Astronomers express the value of Hubble’s constant in units that relate to how they measure speed and velocity for galaxies. In this book, we will use kilometers per second per million light-years as that unit. For many years, estimates of the value of the Hubble constant have been in the range of 15 to 30 kilometers per second per million light-years The most recent work appears to be converging on a value near 22 kilometers per second per million light-years If H is 22 kilometers per second per million light-years, a galaxy moves away from us at a speed of 22 kilometers per second for every million light-years of its distance. As an example, a galaxy 100 million light-years away is moving away from us at a speed of 2200 kilometers per second.
Hubble’s law tells us something fundamental about the universe.

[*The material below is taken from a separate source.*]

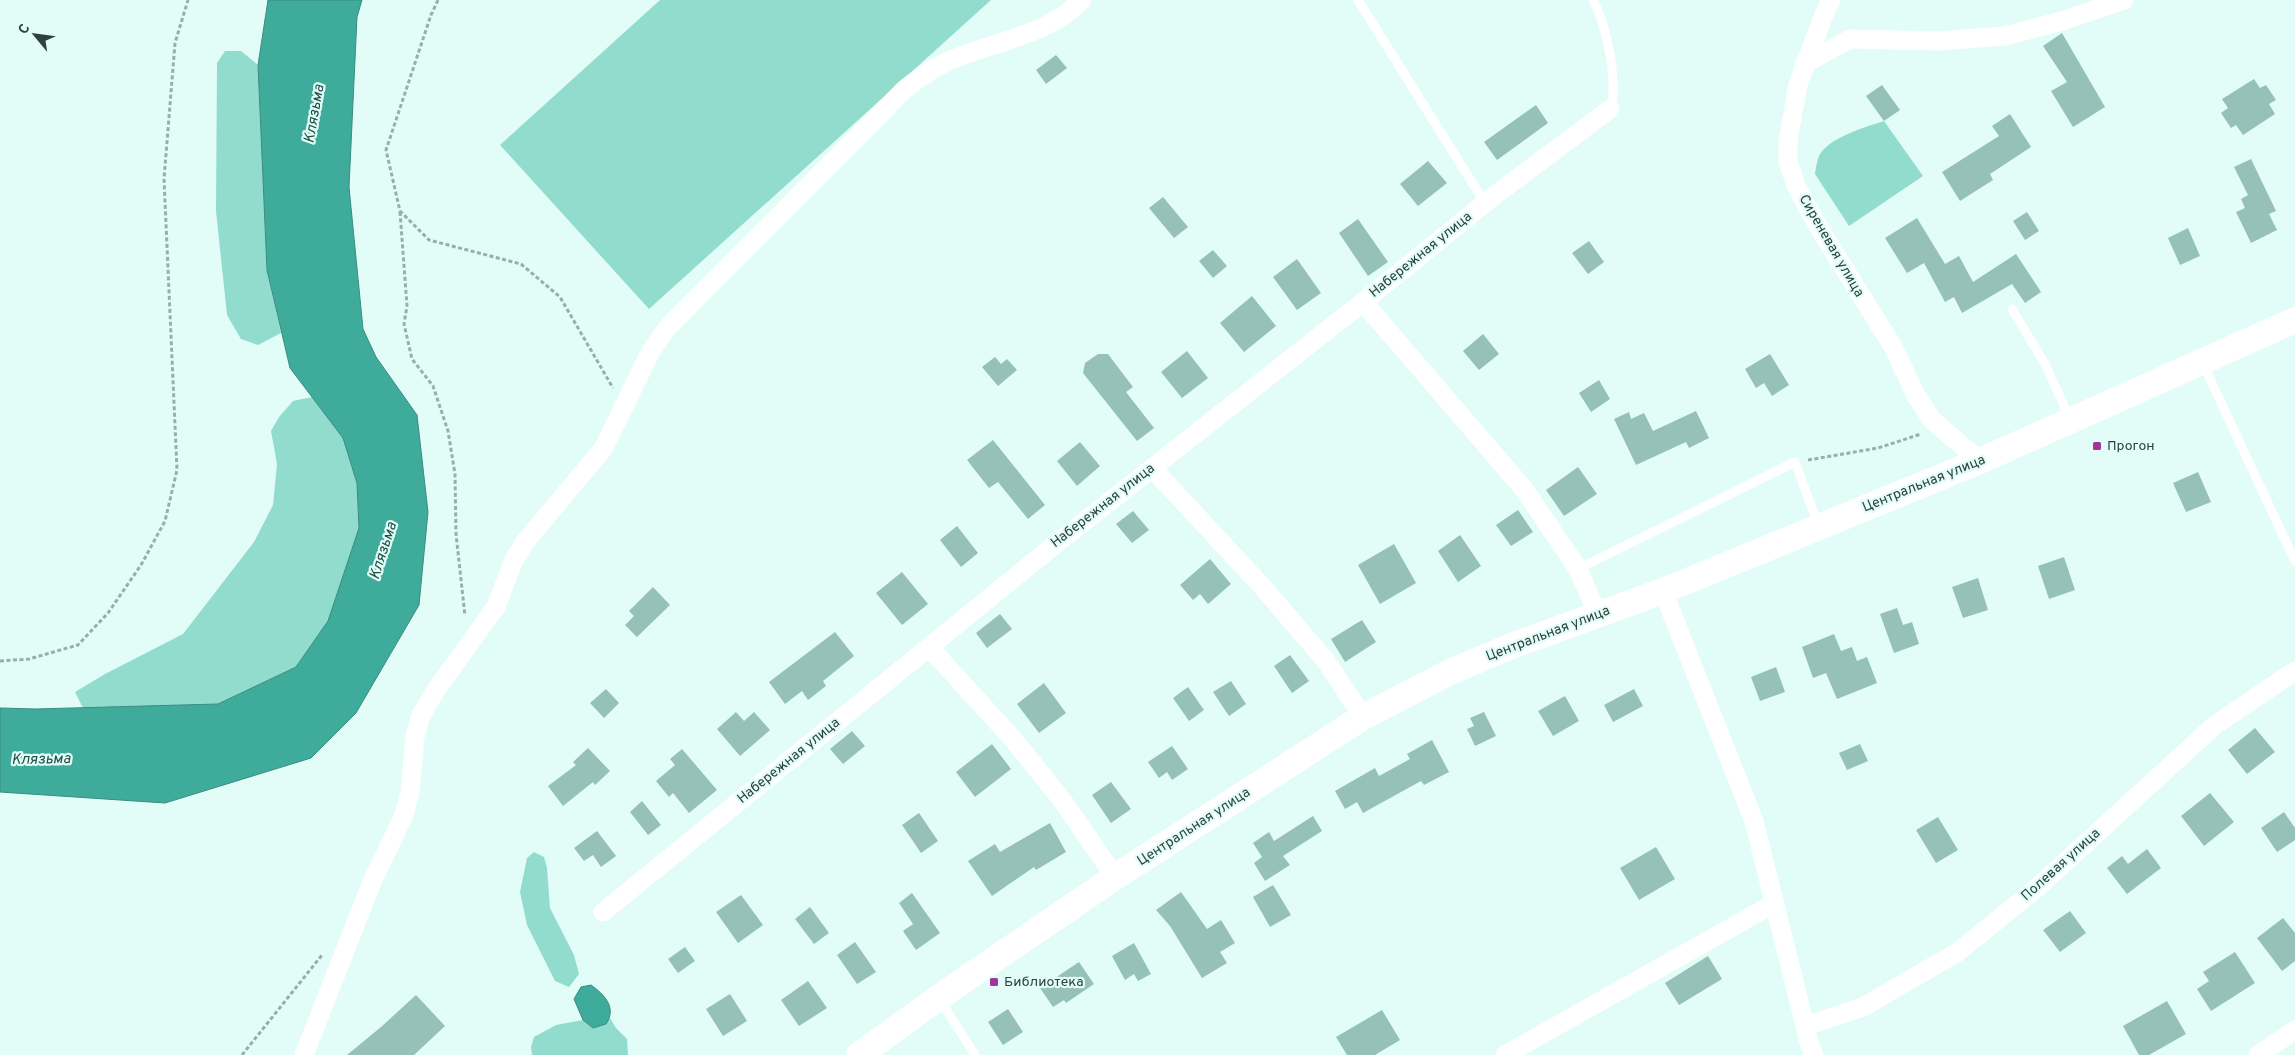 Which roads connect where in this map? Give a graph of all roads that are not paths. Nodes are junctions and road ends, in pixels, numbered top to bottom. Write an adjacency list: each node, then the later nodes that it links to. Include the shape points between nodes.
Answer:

Since all but the nearest galaxies appear to be in motion away from us, with the most distant ones moving the fastest, we must be living in an expanding universe. We will explore the implications of this idea shortly, as well as in the final chapters of this text. For now, we will just say that Hubble’s observation underlies all our theories about the origin and evolution of the universe.
The regularity expressed in Hubble’s law has a built-in bonus: it gives us a new way to determine the distances to remote galaxies. First, we must reliably establish Hubble’s constant by measuring both the distance and the velocity of many galaxies in many directions to be sure Hubble’s law is truly a universal property of galaxies. But once we have calculated the value of this constant and are satisfied that it applies everywhere, much more of the universe opens up for distance determination. Basically, if we can obtain a spectrum of a galaxy, we can immediately tell how far away it is.
The procedure works like this. We use the spectrum to measure the speed with which the galaxy is moving away from us. If we then put this speed and the Hubble constant into Hubble’s law equation, we can solve for the distance.